Described by Dumitru Barbu (one of Baluta’s youth coaches) as a future replacement for Sergio Busquets at Barcelona, there are high hopes in Romania that Brighton manager Graham Potter can be the person to nurture Tudors talent. If you want to know more about Albion’s young prospect the this peice by Leftbackfootball in him is worth a read.

Webster Wednesday

It may have escaped some Seagulls fans that Albion fought off serious interest from Aston Villa to sign Adam Webster, a player repeatedly praised in the Birmingham Mail as ‘Gold Standard’ as well as ‘one of the Championship’s leading centre-backs’.

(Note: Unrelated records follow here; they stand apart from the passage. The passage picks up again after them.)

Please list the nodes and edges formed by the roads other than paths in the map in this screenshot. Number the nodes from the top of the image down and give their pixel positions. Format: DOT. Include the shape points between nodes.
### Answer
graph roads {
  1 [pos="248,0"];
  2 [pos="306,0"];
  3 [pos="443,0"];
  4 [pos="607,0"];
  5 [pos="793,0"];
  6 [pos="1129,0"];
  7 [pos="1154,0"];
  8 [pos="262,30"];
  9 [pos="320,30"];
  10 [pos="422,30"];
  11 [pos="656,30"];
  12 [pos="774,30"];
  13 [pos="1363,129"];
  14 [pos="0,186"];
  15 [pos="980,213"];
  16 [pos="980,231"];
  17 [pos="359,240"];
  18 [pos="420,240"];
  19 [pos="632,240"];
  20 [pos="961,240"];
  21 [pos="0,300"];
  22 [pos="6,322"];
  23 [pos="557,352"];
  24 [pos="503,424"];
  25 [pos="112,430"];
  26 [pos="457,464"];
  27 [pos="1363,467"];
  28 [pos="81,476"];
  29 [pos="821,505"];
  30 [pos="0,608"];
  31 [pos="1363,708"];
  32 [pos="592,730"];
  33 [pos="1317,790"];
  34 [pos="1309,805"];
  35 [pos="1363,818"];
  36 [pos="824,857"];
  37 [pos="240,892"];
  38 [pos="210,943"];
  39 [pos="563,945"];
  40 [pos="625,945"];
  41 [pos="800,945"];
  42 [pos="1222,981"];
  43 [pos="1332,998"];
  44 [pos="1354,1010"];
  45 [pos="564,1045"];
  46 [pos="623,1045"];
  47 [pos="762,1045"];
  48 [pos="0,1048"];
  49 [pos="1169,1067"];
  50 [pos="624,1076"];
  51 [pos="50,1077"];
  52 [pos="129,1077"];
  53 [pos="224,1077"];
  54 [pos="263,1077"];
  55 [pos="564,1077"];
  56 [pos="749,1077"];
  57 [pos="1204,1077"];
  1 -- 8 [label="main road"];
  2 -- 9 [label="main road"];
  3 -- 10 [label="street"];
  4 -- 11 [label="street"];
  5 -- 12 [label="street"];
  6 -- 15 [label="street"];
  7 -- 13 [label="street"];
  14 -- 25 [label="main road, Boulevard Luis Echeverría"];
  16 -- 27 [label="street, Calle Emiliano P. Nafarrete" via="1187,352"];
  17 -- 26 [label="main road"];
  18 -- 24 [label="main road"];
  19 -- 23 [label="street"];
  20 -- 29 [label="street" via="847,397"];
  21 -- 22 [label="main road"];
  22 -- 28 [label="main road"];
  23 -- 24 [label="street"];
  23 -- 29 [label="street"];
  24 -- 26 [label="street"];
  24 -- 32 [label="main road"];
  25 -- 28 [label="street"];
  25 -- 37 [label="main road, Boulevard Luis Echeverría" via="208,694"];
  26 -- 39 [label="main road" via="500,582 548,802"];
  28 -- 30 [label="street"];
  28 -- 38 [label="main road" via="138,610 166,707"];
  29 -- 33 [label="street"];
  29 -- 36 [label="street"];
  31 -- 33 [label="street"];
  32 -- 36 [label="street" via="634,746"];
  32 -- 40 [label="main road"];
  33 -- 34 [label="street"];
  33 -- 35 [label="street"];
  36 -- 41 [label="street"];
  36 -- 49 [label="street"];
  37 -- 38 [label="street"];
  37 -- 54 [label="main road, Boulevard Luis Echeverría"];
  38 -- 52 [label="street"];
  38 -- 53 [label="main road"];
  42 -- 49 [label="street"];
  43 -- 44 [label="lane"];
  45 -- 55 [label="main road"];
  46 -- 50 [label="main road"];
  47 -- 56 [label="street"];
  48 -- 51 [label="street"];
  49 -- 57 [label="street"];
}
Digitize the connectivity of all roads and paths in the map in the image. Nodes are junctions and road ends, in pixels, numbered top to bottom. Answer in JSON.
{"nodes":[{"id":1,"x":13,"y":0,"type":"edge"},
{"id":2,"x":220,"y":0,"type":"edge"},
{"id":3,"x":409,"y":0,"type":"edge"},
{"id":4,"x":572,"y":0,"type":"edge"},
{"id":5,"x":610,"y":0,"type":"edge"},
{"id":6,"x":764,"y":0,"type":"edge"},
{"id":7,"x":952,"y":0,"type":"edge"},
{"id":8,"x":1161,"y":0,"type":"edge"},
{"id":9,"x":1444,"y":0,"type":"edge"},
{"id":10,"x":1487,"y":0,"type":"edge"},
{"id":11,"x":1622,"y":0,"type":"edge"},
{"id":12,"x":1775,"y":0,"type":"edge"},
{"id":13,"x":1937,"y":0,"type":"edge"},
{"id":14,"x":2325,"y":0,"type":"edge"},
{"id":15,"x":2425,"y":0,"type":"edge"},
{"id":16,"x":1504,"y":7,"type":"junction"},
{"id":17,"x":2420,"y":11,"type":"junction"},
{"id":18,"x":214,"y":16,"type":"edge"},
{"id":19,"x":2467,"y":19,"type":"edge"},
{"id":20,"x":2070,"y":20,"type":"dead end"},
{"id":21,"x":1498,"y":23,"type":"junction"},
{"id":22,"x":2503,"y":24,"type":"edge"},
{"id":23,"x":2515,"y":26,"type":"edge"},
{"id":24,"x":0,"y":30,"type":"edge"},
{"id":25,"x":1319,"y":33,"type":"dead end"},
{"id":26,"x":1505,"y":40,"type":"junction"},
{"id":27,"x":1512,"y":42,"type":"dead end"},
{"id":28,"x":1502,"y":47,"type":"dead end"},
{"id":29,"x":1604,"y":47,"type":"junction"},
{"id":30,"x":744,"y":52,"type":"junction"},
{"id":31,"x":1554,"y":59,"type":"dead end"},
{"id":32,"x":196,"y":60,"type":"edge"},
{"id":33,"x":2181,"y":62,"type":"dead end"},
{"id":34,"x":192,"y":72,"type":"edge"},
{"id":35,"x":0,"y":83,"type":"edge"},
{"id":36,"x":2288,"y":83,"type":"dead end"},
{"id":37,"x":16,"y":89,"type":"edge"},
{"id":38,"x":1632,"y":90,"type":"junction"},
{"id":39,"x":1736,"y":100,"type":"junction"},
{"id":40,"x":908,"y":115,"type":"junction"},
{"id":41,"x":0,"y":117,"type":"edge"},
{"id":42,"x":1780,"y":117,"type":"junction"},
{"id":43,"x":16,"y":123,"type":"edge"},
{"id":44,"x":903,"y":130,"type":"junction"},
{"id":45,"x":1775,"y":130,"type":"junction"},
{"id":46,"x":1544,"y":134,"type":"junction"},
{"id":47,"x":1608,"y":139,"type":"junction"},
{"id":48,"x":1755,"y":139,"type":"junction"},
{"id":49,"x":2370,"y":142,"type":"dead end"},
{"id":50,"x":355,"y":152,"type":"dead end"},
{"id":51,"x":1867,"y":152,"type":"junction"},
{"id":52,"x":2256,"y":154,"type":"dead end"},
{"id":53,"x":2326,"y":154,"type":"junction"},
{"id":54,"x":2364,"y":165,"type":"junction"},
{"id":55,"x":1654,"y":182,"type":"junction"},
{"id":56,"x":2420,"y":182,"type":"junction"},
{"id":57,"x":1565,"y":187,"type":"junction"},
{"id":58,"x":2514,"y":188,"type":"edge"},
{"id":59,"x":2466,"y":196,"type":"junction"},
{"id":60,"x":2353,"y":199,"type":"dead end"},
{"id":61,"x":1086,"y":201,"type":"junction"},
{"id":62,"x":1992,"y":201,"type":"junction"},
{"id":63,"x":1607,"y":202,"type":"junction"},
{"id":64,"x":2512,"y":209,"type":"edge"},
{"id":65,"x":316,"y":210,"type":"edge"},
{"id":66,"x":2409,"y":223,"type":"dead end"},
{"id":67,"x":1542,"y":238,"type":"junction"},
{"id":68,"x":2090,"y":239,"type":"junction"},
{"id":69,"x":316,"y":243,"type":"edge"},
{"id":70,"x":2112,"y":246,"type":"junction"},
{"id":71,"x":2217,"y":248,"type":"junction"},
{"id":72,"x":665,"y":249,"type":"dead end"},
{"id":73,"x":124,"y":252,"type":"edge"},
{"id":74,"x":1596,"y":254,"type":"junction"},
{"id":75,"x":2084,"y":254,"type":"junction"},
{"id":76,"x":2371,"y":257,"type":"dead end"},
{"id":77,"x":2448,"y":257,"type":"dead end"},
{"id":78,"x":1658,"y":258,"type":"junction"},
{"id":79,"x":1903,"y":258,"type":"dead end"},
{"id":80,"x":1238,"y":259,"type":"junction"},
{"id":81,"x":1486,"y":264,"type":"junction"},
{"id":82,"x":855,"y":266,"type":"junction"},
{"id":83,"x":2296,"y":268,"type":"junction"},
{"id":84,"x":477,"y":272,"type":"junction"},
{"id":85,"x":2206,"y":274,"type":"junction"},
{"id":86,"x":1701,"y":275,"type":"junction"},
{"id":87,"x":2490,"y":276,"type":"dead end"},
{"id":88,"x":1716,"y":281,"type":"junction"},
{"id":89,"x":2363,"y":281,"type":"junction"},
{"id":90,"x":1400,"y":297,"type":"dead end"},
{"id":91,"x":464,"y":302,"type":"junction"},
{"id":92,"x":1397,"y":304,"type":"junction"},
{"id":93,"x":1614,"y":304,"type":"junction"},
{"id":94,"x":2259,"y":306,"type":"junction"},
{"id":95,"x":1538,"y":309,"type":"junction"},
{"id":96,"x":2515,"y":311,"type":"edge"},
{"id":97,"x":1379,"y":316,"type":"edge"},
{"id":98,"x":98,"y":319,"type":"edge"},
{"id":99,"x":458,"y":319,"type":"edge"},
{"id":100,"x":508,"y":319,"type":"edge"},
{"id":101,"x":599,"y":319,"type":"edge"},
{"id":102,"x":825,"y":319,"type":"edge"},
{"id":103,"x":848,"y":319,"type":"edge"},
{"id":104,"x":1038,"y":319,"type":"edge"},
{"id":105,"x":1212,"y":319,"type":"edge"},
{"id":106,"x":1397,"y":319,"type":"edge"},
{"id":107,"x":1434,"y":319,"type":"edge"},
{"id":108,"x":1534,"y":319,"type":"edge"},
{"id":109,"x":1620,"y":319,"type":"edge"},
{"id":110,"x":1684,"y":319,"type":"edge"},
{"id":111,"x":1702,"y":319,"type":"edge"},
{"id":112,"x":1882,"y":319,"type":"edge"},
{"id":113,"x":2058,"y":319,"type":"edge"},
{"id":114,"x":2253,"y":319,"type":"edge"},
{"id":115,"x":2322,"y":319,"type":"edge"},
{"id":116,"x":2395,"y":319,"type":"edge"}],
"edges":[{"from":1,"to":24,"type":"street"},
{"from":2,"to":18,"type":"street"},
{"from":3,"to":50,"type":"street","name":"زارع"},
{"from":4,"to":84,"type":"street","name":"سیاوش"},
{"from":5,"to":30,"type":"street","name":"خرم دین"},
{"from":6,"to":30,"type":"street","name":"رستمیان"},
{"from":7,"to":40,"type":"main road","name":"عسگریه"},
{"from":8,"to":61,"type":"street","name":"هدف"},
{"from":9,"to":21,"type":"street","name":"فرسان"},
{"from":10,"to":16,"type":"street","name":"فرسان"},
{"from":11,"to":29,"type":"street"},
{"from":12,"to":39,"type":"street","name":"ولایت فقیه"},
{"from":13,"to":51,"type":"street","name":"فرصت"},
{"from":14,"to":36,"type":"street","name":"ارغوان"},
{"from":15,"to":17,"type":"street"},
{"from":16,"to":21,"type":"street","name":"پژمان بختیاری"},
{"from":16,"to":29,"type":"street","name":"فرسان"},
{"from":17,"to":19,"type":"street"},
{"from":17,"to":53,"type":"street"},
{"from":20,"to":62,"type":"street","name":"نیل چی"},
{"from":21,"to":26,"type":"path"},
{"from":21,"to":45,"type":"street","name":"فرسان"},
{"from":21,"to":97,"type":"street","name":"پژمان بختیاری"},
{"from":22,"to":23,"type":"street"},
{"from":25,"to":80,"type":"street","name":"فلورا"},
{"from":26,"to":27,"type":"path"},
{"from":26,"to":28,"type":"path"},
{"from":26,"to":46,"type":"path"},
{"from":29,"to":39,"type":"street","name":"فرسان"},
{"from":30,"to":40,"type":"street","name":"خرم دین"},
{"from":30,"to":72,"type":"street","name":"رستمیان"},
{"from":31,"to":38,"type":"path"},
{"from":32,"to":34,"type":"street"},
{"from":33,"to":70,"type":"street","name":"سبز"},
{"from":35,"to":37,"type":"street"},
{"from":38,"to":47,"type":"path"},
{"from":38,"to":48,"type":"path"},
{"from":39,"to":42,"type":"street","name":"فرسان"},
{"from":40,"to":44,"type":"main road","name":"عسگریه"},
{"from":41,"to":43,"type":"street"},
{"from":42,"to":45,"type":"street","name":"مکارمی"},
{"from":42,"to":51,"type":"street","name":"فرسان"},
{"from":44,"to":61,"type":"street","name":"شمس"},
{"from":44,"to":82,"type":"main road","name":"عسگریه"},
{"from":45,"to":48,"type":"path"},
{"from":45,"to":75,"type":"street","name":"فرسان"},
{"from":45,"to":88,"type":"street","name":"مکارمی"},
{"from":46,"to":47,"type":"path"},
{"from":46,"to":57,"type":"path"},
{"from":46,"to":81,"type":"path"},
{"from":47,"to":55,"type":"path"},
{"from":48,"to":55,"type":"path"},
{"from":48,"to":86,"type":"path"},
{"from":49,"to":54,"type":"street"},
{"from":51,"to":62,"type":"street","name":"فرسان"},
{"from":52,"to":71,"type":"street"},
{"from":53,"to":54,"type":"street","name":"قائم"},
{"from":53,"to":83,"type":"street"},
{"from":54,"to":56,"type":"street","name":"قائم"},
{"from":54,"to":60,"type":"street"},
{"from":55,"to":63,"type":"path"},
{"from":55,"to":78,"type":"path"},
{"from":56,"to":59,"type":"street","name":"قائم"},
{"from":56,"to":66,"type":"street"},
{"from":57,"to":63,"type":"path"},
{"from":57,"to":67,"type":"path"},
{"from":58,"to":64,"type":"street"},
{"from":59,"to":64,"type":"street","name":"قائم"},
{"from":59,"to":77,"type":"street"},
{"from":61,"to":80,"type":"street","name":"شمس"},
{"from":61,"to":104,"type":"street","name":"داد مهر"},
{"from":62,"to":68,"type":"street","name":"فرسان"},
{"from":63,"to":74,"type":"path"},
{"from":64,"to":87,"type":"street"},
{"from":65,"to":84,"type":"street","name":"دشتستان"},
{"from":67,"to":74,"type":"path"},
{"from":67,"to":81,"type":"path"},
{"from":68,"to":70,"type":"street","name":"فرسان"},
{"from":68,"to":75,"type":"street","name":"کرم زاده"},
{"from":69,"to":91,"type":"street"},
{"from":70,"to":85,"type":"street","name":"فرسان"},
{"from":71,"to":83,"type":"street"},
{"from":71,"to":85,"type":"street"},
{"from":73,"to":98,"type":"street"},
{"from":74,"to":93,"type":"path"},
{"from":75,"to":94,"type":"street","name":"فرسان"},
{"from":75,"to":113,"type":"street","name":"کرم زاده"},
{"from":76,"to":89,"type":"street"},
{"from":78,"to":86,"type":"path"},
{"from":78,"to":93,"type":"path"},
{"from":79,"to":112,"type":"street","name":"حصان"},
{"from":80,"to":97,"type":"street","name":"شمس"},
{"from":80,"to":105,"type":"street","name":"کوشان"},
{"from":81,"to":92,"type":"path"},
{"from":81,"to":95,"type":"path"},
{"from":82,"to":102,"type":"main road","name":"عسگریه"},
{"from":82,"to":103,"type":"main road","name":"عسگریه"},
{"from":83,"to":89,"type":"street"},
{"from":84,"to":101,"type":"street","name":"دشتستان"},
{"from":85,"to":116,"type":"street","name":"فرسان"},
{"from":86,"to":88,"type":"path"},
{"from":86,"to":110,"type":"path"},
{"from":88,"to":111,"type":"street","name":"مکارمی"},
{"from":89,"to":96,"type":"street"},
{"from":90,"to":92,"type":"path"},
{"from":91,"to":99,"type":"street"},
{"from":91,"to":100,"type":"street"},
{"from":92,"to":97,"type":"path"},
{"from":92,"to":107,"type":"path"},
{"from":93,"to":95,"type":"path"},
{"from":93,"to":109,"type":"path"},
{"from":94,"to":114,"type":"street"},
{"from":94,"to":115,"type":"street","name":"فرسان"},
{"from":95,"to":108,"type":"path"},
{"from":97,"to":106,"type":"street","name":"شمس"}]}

Here are a selection of articles from the Birmingham Mail that covered Villa’s chase for Albion’s new man.

Link 1

Link 2

Link 3

Link 4

I think you get the point. But if you want to know more about Adam Webster than just what Villa thought of him, Andy Naylor’s peice in the Athletic is worth a read ‘Adam Webster has two great feet. It’s hard to tell which is his strongest’

Tactics Thursday

It’s not taken the Albion fans by surprise, but those with a less keener eye have been pleasantly surprised by the change in style at the Albion this summer, so much so it’s been the talk of the town. Naylor has a go in the Athletic saying it “felt very different”, JJ Bull had a go in the telegraph saying Potter’s appointment as manager “already looks like a great choice” and the the difference to last season is “enormous”. Leftbackfoot had a go to in another interesting take on Potter’s approach and everyone’s second favourite unofficial Albion twitter page Albion Analytics showed us some useful tactical illustrations.

But let’s not read too much into Potter’s Brighton after one game, as As Swansea Vital describes here, Swansea fans found out quickly that he is the sort of manager who tactically can keep you guessing.

Freestone Friday

Amongst all the flux of the summer you may have missed the signing of a young centre back who spent last season at Peterborough, Lewis Freestone. After signing his first professional contract for the Posh back in 2016, he only made a handful of appearances for the first team along with and a number of small loan spells with non league clubs and was released by the Posh this summer before he moved to the Albion.

A surprising signing you may think? Well the club need the numbers within its u23 squad after sending so many out on loan, and Freestone impressed U23 manager Simon Rusk whilst on trial earning a 1-year deal. But to be able to make it at the Albion he will have to fight off competition from a number of talented youngsters, as shown by the fact he didn’t even make the bench for this weeks 2-0 win for the U23s over Wolves.

Any other business: Who owns the Albion?

Brighton & Hove Albion Holdings Limited, the company that owns the football club released its confirmation statement this week including an updated list of shareholders. And it’s worth a quick glance if only to see some of the people who have minor shareholding’s in the club, which include, Dick Knight (who seemingly failed in his bid to shift them to fans), the Friday Ad, Pig City Incorporated (a company of which Norman Cook aka Fatboy Slim is a director of), and twenty others.